[Stored items]
────────

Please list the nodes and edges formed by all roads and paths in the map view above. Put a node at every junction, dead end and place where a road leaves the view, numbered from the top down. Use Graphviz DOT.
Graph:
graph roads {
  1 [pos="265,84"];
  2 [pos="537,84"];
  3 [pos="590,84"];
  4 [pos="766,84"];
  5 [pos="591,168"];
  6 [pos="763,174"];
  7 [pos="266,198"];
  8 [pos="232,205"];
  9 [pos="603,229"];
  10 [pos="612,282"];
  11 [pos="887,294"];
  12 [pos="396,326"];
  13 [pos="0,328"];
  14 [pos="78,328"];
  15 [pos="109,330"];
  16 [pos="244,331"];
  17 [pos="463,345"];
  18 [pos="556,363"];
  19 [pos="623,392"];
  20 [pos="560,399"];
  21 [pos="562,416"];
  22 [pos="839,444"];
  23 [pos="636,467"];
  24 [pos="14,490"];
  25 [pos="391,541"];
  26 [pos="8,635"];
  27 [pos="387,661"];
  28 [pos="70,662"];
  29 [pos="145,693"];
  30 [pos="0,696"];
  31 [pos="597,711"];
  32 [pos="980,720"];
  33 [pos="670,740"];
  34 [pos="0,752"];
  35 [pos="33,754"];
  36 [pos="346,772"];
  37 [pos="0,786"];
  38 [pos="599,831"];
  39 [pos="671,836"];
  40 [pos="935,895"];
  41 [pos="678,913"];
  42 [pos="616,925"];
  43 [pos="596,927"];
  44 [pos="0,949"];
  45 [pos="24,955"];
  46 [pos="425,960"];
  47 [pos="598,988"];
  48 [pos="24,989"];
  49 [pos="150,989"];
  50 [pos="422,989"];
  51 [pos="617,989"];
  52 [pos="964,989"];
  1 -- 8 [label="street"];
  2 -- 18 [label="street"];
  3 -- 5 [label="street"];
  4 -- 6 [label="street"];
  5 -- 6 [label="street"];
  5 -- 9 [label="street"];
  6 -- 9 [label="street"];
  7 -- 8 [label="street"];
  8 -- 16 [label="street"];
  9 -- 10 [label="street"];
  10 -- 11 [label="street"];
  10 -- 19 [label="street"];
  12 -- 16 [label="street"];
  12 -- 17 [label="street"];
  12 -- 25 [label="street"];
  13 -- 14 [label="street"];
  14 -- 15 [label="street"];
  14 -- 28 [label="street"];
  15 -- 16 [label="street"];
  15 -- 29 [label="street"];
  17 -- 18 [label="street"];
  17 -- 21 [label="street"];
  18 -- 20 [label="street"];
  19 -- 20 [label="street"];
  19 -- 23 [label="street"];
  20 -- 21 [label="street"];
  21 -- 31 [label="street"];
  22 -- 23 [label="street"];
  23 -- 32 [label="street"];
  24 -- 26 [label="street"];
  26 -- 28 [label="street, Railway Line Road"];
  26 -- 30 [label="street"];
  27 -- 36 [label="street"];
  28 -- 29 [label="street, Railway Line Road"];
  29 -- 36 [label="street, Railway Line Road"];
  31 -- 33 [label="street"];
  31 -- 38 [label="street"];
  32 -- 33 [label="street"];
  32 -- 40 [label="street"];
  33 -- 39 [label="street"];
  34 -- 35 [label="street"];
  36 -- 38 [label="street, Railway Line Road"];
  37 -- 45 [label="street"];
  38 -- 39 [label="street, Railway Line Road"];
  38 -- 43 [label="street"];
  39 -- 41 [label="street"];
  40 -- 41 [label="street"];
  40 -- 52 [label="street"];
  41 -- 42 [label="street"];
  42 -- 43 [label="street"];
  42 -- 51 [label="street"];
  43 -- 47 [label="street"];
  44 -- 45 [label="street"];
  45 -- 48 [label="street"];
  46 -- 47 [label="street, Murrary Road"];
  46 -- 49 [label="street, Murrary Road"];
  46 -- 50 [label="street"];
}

────────

> **Task objective**:
So that nothing is lost, please reproduce each entry exactly as written.

> **Task solution**:
Please list the nodes and edges formed by all roads and paths in the map view above. Put a node at every junction, dead end and place where a road leaves the view, numbered from the top down. Use Graphviz DOT.
Graph:
graph roads {
  1 [pos="265,84"];
  2 [pos="537,84"];
  3 [pos="590,84"];
  4 [pos="766,84"];
  5 [pos="591,168"];
  6 [pos="763,174"];
  7 [pos="266,198"];
  8 [pos="232,205"];
  9 [pos="603,229"];
  10 [pos="612,282"];
  11 [pos="887,294"];
  12 [pos="396,326"];
  13 [pos="0,328"];
  14 [pos="78,328"];
  15 [pos="109,330"];
  16 [pos="244,331"];
  17 [pos="463,345"];
  18 [pos="556,363"];
  19 [pos="623,392"];
  20 [pos="560,399"];
  21 [pos="562,416"];
  22 [pos="839,444"];
  23 [pos="636,467"];
  24 [pos="14,490"];
  25 [pos="391,541"];
  26 [pos="8,635"];
  27 [pos="387,661"];
  28 [pos="70,662"];
  29 [pos="145,693"];
  30 [pos="0,696"];
  31 [pos="597,711"];
  32 [pos="980,720"];
  33 [pos="670,740"];
  34 [pos="0,752"];
  35 [pos="33,754"];
  36 [pos="346,772"];
  37 [pos="0,786"];
  38 [pos="599,831"];
  39 [pos="671,836"];
  40 [pos="935,895"];
  41 [pos="678,913"];
  42 [pos="616,925"];
  43 [pos="596,927"];
  44 [pos="0,949"];
  45 [pos="24,955"];
  46 [pos="425,960"];
  47 [pos="598,988"];
  48 [pos="24,989"];
  49 [pos="150,989"];
  50 [pos="422,989"];
  51 [pos="617,989"];
  52 [pos="964,989"];
  1 -- 8 [label="street"];
  2 -- 18 [label="street"];
  3 -- 5 [label="street"];
  4 -- 6 [label="street"];
  5 -- 6 [label="street"];
  5 -- 9 [label="street"];
  6 -- 9 [label="street"];
  7 -- 8 [label="street"];
  8 -- 16 [label="street"];
  9 -- 10 [label="street"];
  10 -- 11 [label="street"];
  10 -- 19 [label="street"];
  12 -- 16 [label="street"];
  12 -- 17 [label="street"];
  12 -- 25 [label="street"];
  13 -- 14 [label="street"];
  14 -- 15 [label="street"];
  14 -- 28 [label="street"];
  15 -- 16 [label="street"];
  15 -- 29 [label="street"];
  17 -- 18 [label="street"];
  17 -- 21 [label="street"];
  18 -- 20 [label="street"];
  19 -- 20 [label="street"];
  19 -- 23 [label="street"];
  20 -- 21 [label="street"];
  21 -- 31 [label="street"];
  22 -- 23 [label="street"];
  23 -- 32 [label="street"];
  24 -- 26 [label="street"];
  26 -- 28 [label="street, Railway Line Road"];
  26 -- 30 [label="street"];
  27 -- 36 [label="street"];
  28 -- 29 [label="street, Railway Line Road"];
  29 -- 36 [label="street, Railway Line Road"];
  31 -- 33 [label="street"];
  31 -- 38 [label="street"];
  32 -- 33 [label="street"];
  32 -- 40 [label="street"];
  33 -- 39 [label="street"];
  34 -- 35 [label="street"];
  36 -- 38 [label="street, Railway Line Road"];
  37 -- 45 [label="street"];
  38 -- 39 [label="street, Railway Line Road"];
  38 -- 43 [label="street"];
  39 -- 41 [label="street"];
  40 -- 41 [label="street"];
  40 -- 52 [label="street"];
  41 -- 42 [label="street"];
  42 -- 43 [label="street"];
  42 -- 51 [label="street"];
  43 -- 47 [label="street"];
  44 -- 45 [label="street"];
  45 -- 48 [label="street"];
  46 -- 47 [label="street, Murrary Road"];
  46 -- 49 [label="street, Murrary Road"];
  46 -- 50 [label="street"];
}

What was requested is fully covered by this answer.